VOCAL’s GSM Adaptive Multi-Rate (AMR) codec is available as a real-time implementation that can be configured to support multichannel applications. GSM AMR software may be licensed as a standalone algorithm, as part of an embedded library suite, or with a VoIP stack for integration with user applications. Contact us to discuss your voice compression application requirements.
VOCAL’s GSM AMR source code is optimized to run on leading DSPs and conventional processors from TI, ADI, AMD, Intel and other vendors. Our GSM AMR vocoder software may be customized to meet your specific requirements.
GSM AMR codec describes the detailed mapping from input blocks of 160 speech samples in 13-bit uniform PCM form to encoded blocks of 95, 103, 118, 134, 148, 159, 204, and 244 bits and from encoded blocks of 95, 103, 118, 134, 148, 159, 204, and 244 bits to output blocks of 160 reconstructed speech samples. The sampling rate is 8,000 samples/s leading to a bit rate for the encoded bit stream of 4.75, 5.15, 5.90, 6.70, 7.40, 7.95, 10.2 or 12.2 kbit/s.
The coding scheme for the multi-rate coding modes uses the Algebraic Code Excited Linear Prediction Coder (ACELP); the multi-rate ACELP coder is referred to as MR-ACELP. The transcoding procedure specified in GSM 06.90 is applicable for the adaptive multi-rate full rate and half rate speech traffic channels (TCH) in the GSM system.
GSM AMR Encoder
GSM AMR encoder takes its input as a 13-bit uniform PCM signal either from the audio part of the Mobile Station or on the network side, from the PSTN via an 8-bit A-law or μ-law to 13-bit uniform PCM conversion. The encoded speech at the output of the encoder is delivered to a channel encoder unit. In the receive direction, the inverse operations take place.

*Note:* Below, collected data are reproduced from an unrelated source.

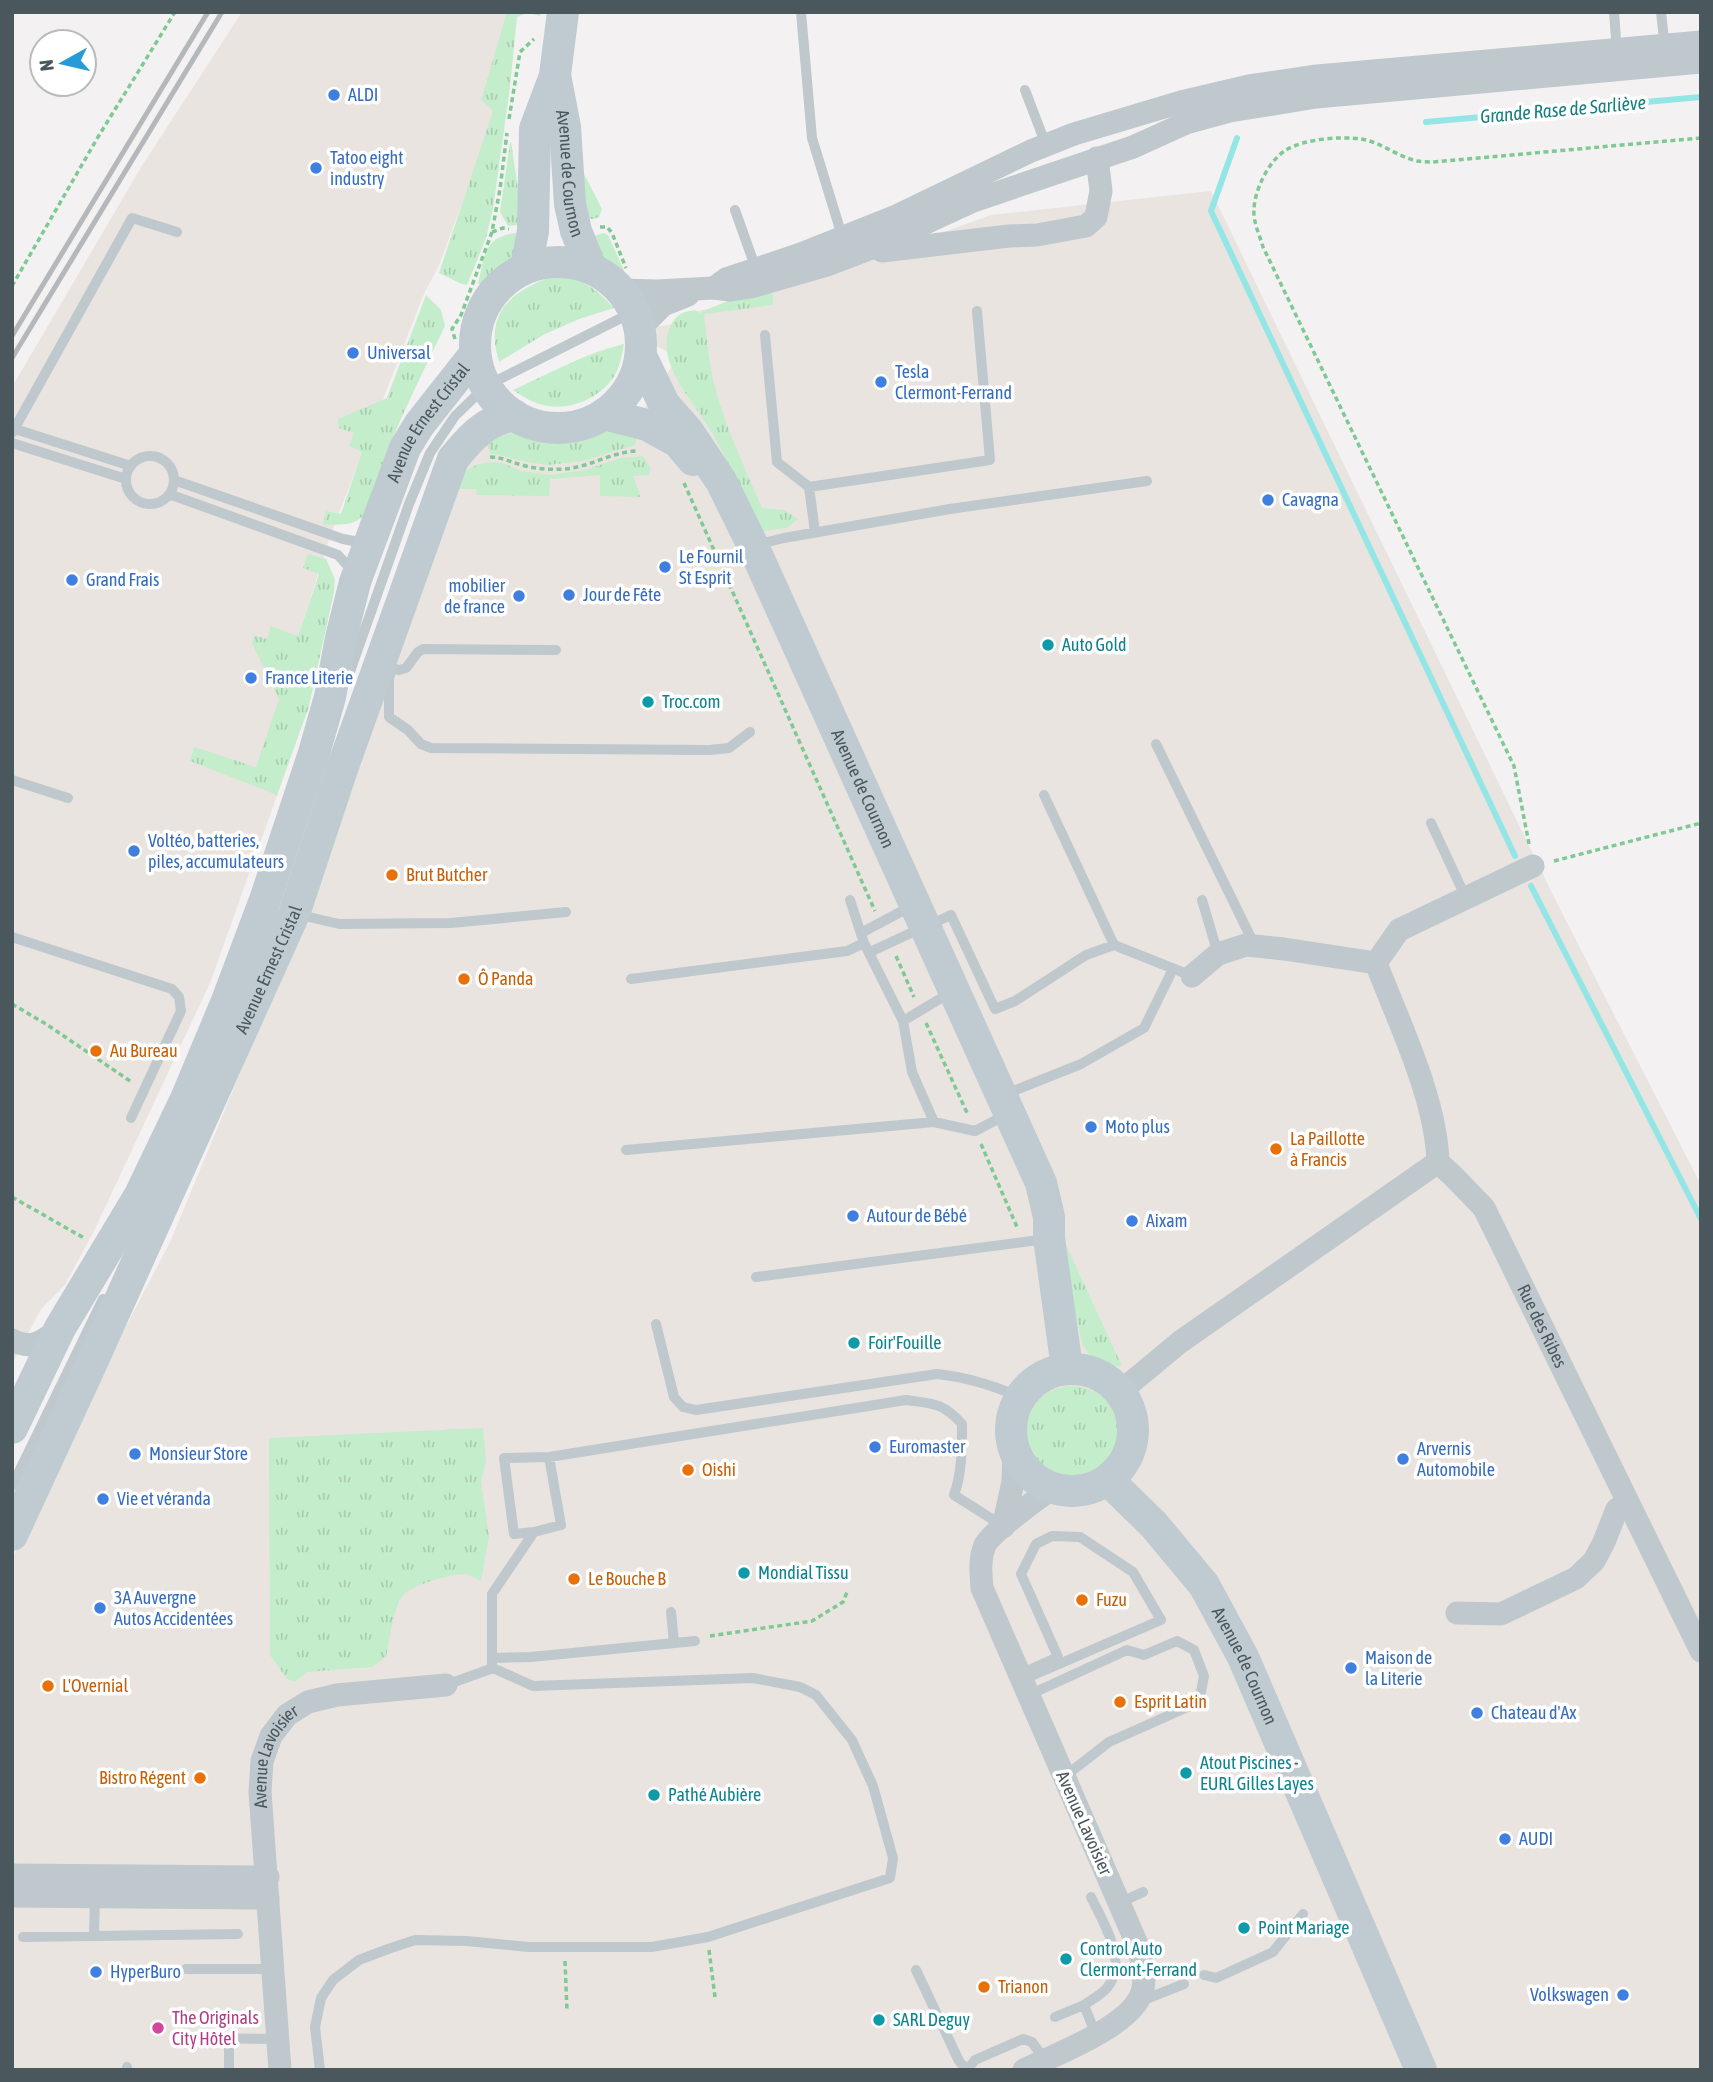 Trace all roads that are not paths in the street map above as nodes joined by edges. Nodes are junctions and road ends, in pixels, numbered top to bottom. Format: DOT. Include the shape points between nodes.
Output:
graph roads {
  1 [pos="801,12"];
  2 [pos="1614,12"];
  3 [pos="1661,12"];
  4 [pos="565,13"];
  5 [pos="1701,42"];
  6 [pos="1701,53"];
  7 [pos="1665,55"];
  8 [pos="1617,60"];
  9 [pos="1701,62"];
  10 [pos="555,75"];
  11 [pos="1025,90"];
  12 [pos="1046,145"];
  13 [pos="1105,155"];
  14 [pos="735,210"];
  15 [pos="177,232"];
  16 [pos="852,248"];
  17 [pos="526,268"];
  18 [pos="591,268"];
  19 [pos="756,269"];
  20 [pos="706,289"];
  21 [pos="977,311"];
  22 [pos="633,312"];
  23 [pos="765,335"];
  24 [pos="475,354"];
  25 [pos="486,386"];
  26 [pos="604,414"];
  27 [pos="514,415"];
  28 [pos="14,431"];
  29 [pos="12,443"];
  30 [pos="131,466"];
  31 [pos="126,479"];
  32 [pos="174,480"];
  33 [pos="1147,481"];
  34 [pos="809,487"];
  35 [pos="169,494"];
  36 [pos="376,531"];
  37 [pos="816,532"];
  38 [pos="748,548"];
  39 [pos="355,582"];
  40 [pos="556,650"];
  41 [pos="386,666"];
  42 [pos="750,732"];
  43 [pos="1156,744"];
  44 [pos="12,780"];
  45 [pos="1044,795"];
  46 [pos="68,798"];
  47 [pos="1431,823"];
  48 [pos="1533,866"];
  49 [pos="1466,898"];
  50 [pos="850,900"];
  51 [pos="1202,900"];
  52 [pos="278,907"];
  53 [pos="566,912"];
  54 [pos="902,927"];
  55 [pos="12,937"];
  56 [pos="865,942"];
  57 [pos="1114,945"];
  58 [pos="1255,946"];
  59 [pos="1218,954"];
  60 [pos="1376,963"];
  61 [pos="1183,973"];
  62 [pos="631,979"];
  63 [pos="932,1003"];
  64 [pos="903,1021"];
  65 [pos="991,1115"];
  66 [pos="131,1118"];
  67 [pos="934,1122"];
  68 [pos="626,1150"];
  69 [pos="1438,1162"];
  70 [pos="167,1165"];
  71 [pos="1037,1240"];
  72 [pos="757,1277"];
  73 [pos="110,1285"];
  74 [pos="656,1324"];
  75 [pos="60,1328"];
  76 [pos="18,1343"];
  77 [pos="1066,1368"];
  78 [pos="32,1389"];
  79 [pos="1121,1391"];
  80 [pos="1020,1397"];
  81 [pos="12,1428"];
  82 [pos="1014,1451"];
  83 [pos="549,1457"];
  84 [pos="1108,1480"];
  85 [pos="12,1486"];
  86 [pos="1052,1489"];
  87 [pos="1628,1503"];
  88 [pos="1003,1527"];
  89 [pos="534,1532"];
  90 [pos="12,1535"];
  91 [pos="1204,1585"];
  92 [pos="671,1612"];
  93 [pos="1457,1614"];
  94 [pos="695,1641"];
  95 [pos="1221,1642"];
  96 [pos="674,1643"];
  97 [pos="1701,1651"];
  98 [pos="492,1663"];
  99 [pos="1024,1683"];
  100 [pos="446,1685"];
  101 [pos="1064,1777"];
  102 [pos="1289,1794"];
  103 [pos="12,1875"];
  104 [pos="96,1886"];
  105 [pos="268,1887"];
  106 [pos="1143,1892"];
  107 [pos="12,1896"];
  108 [pos="1091,1897"];
  109 [pos="1119,1903"];
  110 [pos="1303,1914"];
  111 [pos="238,1934"];
  112 [pos="94,1936"];
  113 [pos="23,1937"];
  114 [pos="187,1969"];
  115 [pos="273,1969"];
  116 [pos="916,1970"];
  117 [pos="1204,1975"];
  118 [pos="1184,1984"];
  119 [pos="1135,2004"];
  120 [pos="1084,2005"];
  121 [pos="1055,2017"];
  122 [pos="1096,2035"];
  123 [pos="188,2038"];
  124 [pos="229,2039"];
  125 [pos="278,2039"];
  126 [pos="1054,2058"];
  127 [pos="319,2066"];
  128 [pos="229,2070"];
  129 [pos="280,2070"];
  130 [pos="969,2070"];
  131 [pos="1024,2070"];
  132 [pos="1414,2070"];
  133 [pos="1421,2070"];
  1 -- 16 [label="lane" via="813,138"];
  2 -- 8 [label="lane"];
  3 -- 7 [label="lane"];
  4 -- 10 [label="main road, Avenue de Cournon"];
  5 -- 7 [label="street"];
  6 -- 7 [label="lane"];
  7 -- 8 [label="street"];
  7 -- 9 [label="street"];
  8 -- 12 [label="street" via="1404,67 1249,86 1142,113"];
  8 -- 13 [label="street" via="1230,111"];
  8 -- 16 [label="lane" via="1319,86 1236,100 1049,154"];
  10 -- 17 [label="main road, Avenue de Cournon" via="535,129 533,231"];
  10 -- 18 [label="main road, Avenue de Cournon" via="565,127 570,204"];
  11 -- 12 [label="lane"];
  12 -- 16 [label="street" via="894,217"];
  13 -- 16 [label="street"];
  13 -- 16 [label="street" via="1096,217 1086,226 885,251"];
  14 -- 19 [label="lane"];
  15 -- 28 [label="lane" via="132,218"];
  16 -- 19 [label="street"];
  16 -- 20 [label="street" via="751,288"];
  17 -- 18 [label="main road" via="569,262"];
  17 -- 24 [label="main road" via="502,283 485,306"];
  18 -- 22 [label="main road" via="607,278"];
  19 -- 20 [label="street"];
  20 -- 22 [label="street"];
  20 -- 22 [label="street"];
  21 -- 34 [label="lane" via="990,460"];
  22 -- 25 [label="lane"];
  22 -- 26 [label="main road" via="635,376 615,407"];
  22 -- 38 [label="main road, Avenue de Cournon" via="664,404 721,481"];
  23 -- 34 [label="lane" via="777,462"];
  24 -- 25 [label="main road"];
  24 -- 36 [label="main road, Avenue Ernest Cristal" via="405,448"];
  25 -- 27 [label="main road"];
  25 -- 52 [label="lane" via="455,416 430,453 362,636"];
  26 -- 27 [label="main road" via="559,428"];
  26 -- 38 [label="main road, Avenue de Cournon" via="647,425 678,442 714,486"];
  27 -- 41 [label="main road, Avenue Ernest Cristal" via="498,418 473,435 453,459"];
  28 -- 30 [label="lane"];
  29 -- 31 [label="lane"];
  30 -- 31 [label="lane"];
  30 -- 32 [label="lane" via="144,457 159,458 170,467"];
  31 -- 35 [label="lane" via="131,493 142,502 157,502"];
  32 -- 35 [label="lane"];
  32 -- 36 [label="lane" via="343,539 359,542"];
  33 -- 37 [label="lane"];
  34 -- 37 [label="lane"];
  35 -- 39 [label="lane" via="338,555 354,572"];
  36 -- 39 [label="main road, Avenue Ernest Cristal"];
  37 -- 38 [label="lane"];
  38 -- 54 [label="main road, Avenue de Cournon"];
  39 -- 52 [label="main road, Avenue Ernest Cristal"];
  40 -- 41 [label="lane" via="424,649 406,668"];
  41 -- 42 [label="lane" via="389,717 431,748 710,750 729,748"];
  41 -- 52 [label="main road, Avenue Ernest Cristal"];
  43 -- 58 [label="lane"];
  44 -- 46 [label="lane"];
  45 -- 57 [label="lane"];
  47 -- 49 [label="lane"];
  48 -- 49 [label="street"];
  49 -- 60 [label="street" via="1399,930"];
  50 -- 56 [label="lane"];
  51 -- 59 [label="lane"];
  52 -- 53 [label="lane" via="339,924 452,923"];
  52 -- 70 [label="lane"];
  52 -- 75 [label="main road, Avenue Ernest Cristal" via="227,1001 140,1195"];
  52 -- 90 [label="main road, Avenue Ernest Cristal" via="93,1361"];
  54 -- 56 [label="lane"];
  54 -- 56 [label="lane"];
  54 -- 57 [label="lane" via="951,915 995,1009 1086,955"];
  54 -- 63 [label="main road, Avenue de Cournon"];
  54 -- 65 [label="main road, Avenue de Cournon"];
  55 -- 66 [label="lane" via="172,989 179,997 181,1011"];
  56 -- 62 [label="lane" via="847,951"];
  56 -- 64 [label="lane"];
  57 -- 61 [label="lane"];
  58 -- 59 [label="street"];
  58 -- 60 [label="street"];
  59 -- 61 [label="street"];
  60 -- 69 [label="street" via="1426,1095"];
  61 -- 65 [label="lane" via="1144,1028"];
  63 -- 64 [label="lane"];
  63 -- 65 [label="main road, Avenue de Cournon"];
  64 -- 67 [label="lane" via="912,1072"];
  65 -- 67 [label="lane"];
  65 -- 71 [label="main road, Avenue de Cournon"];
  67 -- 68 [label="lane"];
  69 -- 79 [label="street" via="1180,1342"];
  69 -- 87 [label="street, Rue des Ribes" via="1484,1208"];
  71 -- 72 [label="lane"];
  71 -- 77 [label="main road, Avenue de Cournon"];
  73 -- 85 [label="lane"];
  74 -- 80 [label="lane" via="674,1397 683,1407 696,1410 937,1374 974,1380"];
  75 -- 76 [label="street" via="41,1342"];
  75 -- 78 [label="main road, Avenue Ernest Cristal"];
  76 -- 78 [label="street" via="30,1364"];
  77 -- 79 [label="main road" via="1087,1369 1106,1377"];
  77 -- 80 [label="main road" via="1040,1377"];
  78 -- 81 [label="main road, Avenue Ernest Cristal"];
  79 -- 84 [label="main road" via="1132,1413 1133,1438 1125,1462"];
  80 -- 82 [label="main road" via="1010,1423"];
  82 -- 86 [label="main road" via="1029,1474"];
  82 -- 88 [label="street, Avenue Lavoisier"];
  83 -- 88 [label="lane" via="906,1400 928,1403 948,1408 962,1424 954,1495"];
  83 -- 89 [label="lane" via="561,1525"];
  83 -- 89 [label="lane" via="503,1458 514,1534"];
  84 -- 86 [label="main road" via="1081,1491"];
  84 -- 91 [label="main road, Avenue de Cournon" via="1154,1525"];
  86 -- 88 [label="street, Avenue Lavoisier"];
  87 -- 93 [label="street" via="1616,1509 1594,1561 1576,1578 1501,1614"];
  87 -- 97 [label="street, Rue des Ribes"];
  88 -- 99 [label="street, Avenue Lavoisier" via="986,1544 980,1564 982,1588"];
  89 -- 98 [label="lane" via="492,1594"];
  91 -- 95 [label="lane"];
  91 -- 133 [label="main road, Avenue de Cournon" via="1242,1657"];
  92 -- 96 [label="lane"];
  94 -- 96 [label="lane"];
  96 -- 98 [label="lane"];
  98 -- 100 [label="lane"];
  98 -- 127 [label="lane" via="533,1686 753,1678 800,1687 816,1695 852,1740 873,1786 894,1858 890,1878 708,1937 652,1947 564,1948 415,1940 359,1960 333,1980 321,1998 315,2027"];
  99 -- 99 [label="lane" via="1161,1620 1133,1572 1080,1537 1052,1536 1036,1544 1021,1574 1058,1657"];
  99 -- 101 [label="street, Avenue Lavoisier"];
  99 -- 101 [label="lane" via="1128,1650 1144,1655 1177,1641 1194,1650 1204,1676 1199,1702 1109,1742"];
  100 -- 105 [label="street, Avenue Lavoisier" via="337,1695 308,1702 287,1715 271,1736 262,1760 260,1792"];
  101 -- 109 [label="street, Avenue Lavoisier"];
  102 -- 132 [label="lane"];
  103 -- 104 [label="street"];
  104 -- 105 [label="street"];
  104 -- 107 [label="street"];
  104 -- 112 [label="lane"];
  105 -- 115 [label="street, Avenue Lavoisier"];
  106 -- 109 [label="lane"];
  108 -- 120 [label="lane" via="1114,1948 1115,1963 1108,1987"];
  109 -- 119 [label="street, Avenue Lavoisier" via="1144,1970 1143,1990"];
  110 -- 117 [label="lane" via="1273,1952 1216,1978"];
  111 -- 112 [label="lane"];
  112 -- 113 [label="lane"];
  114 -- 115 [label="lane"];
  115 -- 125 [label="street, Avenue Lavoisier"];
  116 -- 130 [label="lane" via="959,2062"];
  118 -- 119 [label="lane"];
  119 -- 122 [label="street"];
  120 -- 121 [label="lane"];
  120 -- 122 [label="lane"];
  122 -- 126 [label="street"];
  123 -- 124 [label="lane"];
  124 -- 125 [label="lane"];
  124 -- 128 [label="lane"];
  125 -- 129 [label="street, Avenue Lavoisier"];
  126 -- 130 [label="lane" via="1023,2039 975,2060"];
  126 -- 131 [label="street"];
}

- The wideband AMR codec uses eight source codecs with bit-rates of 12.2, 10.2, 7.95, 7.40, 6.70, 5.90, 5.15 and 4.75 kbit/s. The codec is based on the code-excited linear predictive (CELP) coding model. A 10th order linear prediction (LP), or short-term, synthesis filter is used. The pitch synthesis filter is implemented using the so-calledadaptive codebook approach.
- In the CELP speech synthesis model the excitation signal at the input of the short-term LP synthesis filter is constructed by adding two excitation vectors from adaptive and fixed (innovative) codebooks. The speech is synthesized by feeding the two properly chosen vectors from these codebooks through the short-term synthesis filter. The optimum excitation sequence in a codebook is chosen using an analysis-by-synthesis search procedure in which the error between the original and synthesized speech is minimized according to a perceptually weighted distortion measure. Theweighting filter uses the unquantized LP parameters.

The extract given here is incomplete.